All week, the Bengals-Texans playoff game was slated as Dalton vs. Yates — the first-ever NFL postseason matchup pitting rookie pivots against one another. But ultimately, this was probably going to come down to who could perform the best in spite of their rookie quarterbacks.

Unsurprisingly, the Texans prevailed in what ended up being uncomplicated fashion.

Houston’s defense intercepted Andy Dalton thrice and scored on a game-changing pick six, while the Bengals weren’t able to force the even lesser experienced T.J. Yates to make a single crucial mistake.

It was enough to make you wonder why anyone thought Cincinnati would stand a chance in this game.

The Texans were a much better running team in the regular season, and Arian Foster lightened Yates’ load by running all over the Cincy defense. Yeah, Geno Atkins and Jonathan Fanene and Co. made some great plays, but it wasn’t enough to hold Foster in check. For the Bengals, Cedric Benson had just 14 yards on seven carries.

The Texans had the better defense in the regular season, and their only big mistake Saturday was a first-quarter pass interference penalty on Glover Quin. They bent a few times, but they never really broke. And when it mattered, the pass rush kept coming up with clutch sacks on third down with the Bengals lurking.

Believe it nor not, Yates had been playing better than Dalton, who was really struggling down the stretch. And on Saturday, Yates was more efficient than his counterpart.
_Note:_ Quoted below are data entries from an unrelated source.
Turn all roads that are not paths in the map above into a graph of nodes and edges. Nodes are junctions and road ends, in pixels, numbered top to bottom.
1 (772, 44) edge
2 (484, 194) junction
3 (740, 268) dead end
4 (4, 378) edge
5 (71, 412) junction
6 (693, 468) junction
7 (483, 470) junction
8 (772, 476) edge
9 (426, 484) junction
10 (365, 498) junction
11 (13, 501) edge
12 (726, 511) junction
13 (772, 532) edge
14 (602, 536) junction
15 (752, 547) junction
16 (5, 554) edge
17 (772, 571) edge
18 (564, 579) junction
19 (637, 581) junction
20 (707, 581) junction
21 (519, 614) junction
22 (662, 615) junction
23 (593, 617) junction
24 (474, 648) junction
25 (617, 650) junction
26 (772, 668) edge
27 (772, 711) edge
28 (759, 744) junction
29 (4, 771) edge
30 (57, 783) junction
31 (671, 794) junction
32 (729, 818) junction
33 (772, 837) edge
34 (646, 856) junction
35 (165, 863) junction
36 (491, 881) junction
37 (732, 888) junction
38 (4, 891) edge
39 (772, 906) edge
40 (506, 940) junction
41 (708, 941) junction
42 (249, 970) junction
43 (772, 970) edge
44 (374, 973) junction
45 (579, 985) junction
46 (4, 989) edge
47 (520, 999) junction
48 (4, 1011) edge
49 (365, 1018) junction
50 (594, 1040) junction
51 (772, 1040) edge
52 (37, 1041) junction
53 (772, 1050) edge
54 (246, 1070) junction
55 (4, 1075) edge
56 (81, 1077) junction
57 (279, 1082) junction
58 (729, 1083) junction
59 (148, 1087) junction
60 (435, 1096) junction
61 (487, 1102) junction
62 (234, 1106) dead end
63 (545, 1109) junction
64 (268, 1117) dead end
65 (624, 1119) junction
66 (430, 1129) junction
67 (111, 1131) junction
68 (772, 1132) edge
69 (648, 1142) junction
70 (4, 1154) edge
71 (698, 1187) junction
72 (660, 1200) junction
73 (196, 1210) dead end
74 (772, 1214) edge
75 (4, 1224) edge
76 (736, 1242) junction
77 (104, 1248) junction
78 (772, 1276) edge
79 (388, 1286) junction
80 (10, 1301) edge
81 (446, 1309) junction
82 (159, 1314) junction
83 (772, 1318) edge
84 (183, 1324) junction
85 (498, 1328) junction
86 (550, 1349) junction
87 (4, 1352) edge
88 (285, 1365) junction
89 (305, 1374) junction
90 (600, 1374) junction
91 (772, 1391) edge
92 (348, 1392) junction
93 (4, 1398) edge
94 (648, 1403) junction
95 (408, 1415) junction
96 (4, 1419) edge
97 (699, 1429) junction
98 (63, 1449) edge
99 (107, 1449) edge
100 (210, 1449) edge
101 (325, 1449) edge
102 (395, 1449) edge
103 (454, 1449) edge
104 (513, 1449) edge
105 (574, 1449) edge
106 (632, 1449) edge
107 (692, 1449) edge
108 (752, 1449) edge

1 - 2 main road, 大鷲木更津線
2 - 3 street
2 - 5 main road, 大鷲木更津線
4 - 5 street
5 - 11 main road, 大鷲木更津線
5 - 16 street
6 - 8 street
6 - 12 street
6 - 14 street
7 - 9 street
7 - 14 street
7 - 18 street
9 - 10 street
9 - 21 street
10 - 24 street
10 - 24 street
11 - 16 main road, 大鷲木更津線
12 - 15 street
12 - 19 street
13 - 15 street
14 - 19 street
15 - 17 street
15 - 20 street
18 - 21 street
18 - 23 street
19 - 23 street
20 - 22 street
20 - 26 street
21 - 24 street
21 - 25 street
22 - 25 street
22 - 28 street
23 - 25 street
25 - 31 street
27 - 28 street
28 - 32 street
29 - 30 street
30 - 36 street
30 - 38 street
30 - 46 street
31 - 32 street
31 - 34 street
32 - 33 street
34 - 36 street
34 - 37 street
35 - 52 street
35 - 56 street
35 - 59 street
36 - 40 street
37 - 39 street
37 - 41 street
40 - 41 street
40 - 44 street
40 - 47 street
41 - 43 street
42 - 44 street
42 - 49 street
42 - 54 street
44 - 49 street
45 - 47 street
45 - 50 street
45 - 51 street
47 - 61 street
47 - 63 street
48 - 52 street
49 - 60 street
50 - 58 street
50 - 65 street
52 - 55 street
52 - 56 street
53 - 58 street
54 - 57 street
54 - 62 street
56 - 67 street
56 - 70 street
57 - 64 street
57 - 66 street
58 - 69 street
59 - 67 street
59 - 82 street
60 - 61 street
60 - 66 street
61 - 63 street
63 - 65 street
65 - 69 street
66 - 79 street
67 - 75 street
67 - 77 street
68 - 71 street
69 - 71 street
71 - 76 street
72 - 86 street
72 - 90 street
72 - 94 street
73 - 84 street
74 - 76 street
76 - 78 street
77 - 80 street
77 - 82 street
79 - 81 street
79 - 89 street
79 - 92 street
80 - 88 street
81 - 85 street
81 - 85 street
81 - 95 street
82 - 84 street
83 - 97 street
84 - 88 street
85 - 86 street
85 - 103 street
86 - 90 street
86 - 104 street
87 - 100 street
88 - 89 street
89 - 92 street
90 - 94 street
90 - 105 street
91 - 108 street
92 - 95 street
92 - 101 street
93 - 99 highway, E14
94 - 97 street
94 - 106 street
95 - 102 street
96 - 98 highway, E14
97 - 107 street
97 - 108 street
Cincinnati did have its moments. A.J. Green was killing Johnathan Joseph and Co. in the first quarter, and Dalton completed seven straight passes at one point in the first half. But they were also outcoached by the Texans, who seemed to blitz with perfect timing and had a smarter game plan on offense.

Cincy’s worst coaching decision — and there were a few to choose from — came when offensive coordinator Jay Gruden had his rookie quarterback throwing from deep within his own territory with one timeout and less than a minute to play in the first half. That pass and the ensuing interception return for a touchdown from another rookie, J.J. Watt, was the turning point. The Bengals were never the same after that, panicking on offense and failing to tackle Foster on defense.

But while those were factors, this wasn’t really about Dalton failing or poor coaching. This was about that Texans’ defense, which came close to going from worst to first in less than a calendar year. Two of their three interceptions Saturday came from Johnathan Joseph and Danieal Manning — both of whom were acquired by general manager Rick Smith in the offseason.

They didn’t let the Bengals score a point over the last 34 minutes, recording four sacks — three on crucial third downs — while smothering the dangerous A.J. Green from the start of the second quarter on.

What’s amazing is that they were that good without Mario Williams, who has been the team’s best defensive player for half a decade but hasn’t been available since Week 5 and won’t be back this year. In addition to bringing in Joseph and Manning to spruce up an historically bad secondary in the offseason, Smith went out and drafted front-seven cogs Brooks Reed and J.J. Watt. Reed had a huge sack today, while Watt had the play of the game, and an extra sack to boot.

And despite what those four brought to the table, the defensive player of the game for Houston might have been the unsung Antonio Smith, another recent Smith acquisition who brought constant pressure against Dalton.

It was a phenomenal defensive effort. And as a result, the people of Houston have their first NFL playoff victory since 1991, while the Bengals’ drought continues — they’ve now gone 21 years without a postseason victory.

Can Houston keep it going? The Texans’ win is supposedly good news for the Ravens, because it means they get to avoid the Steelers in the divisional playoffs. Baltimore did cruise against the Texans at home during the regular season, but they’ve developed a habit of playing down to allegedly inferior opponents. I’m not counting Wade Phillips’ defense out.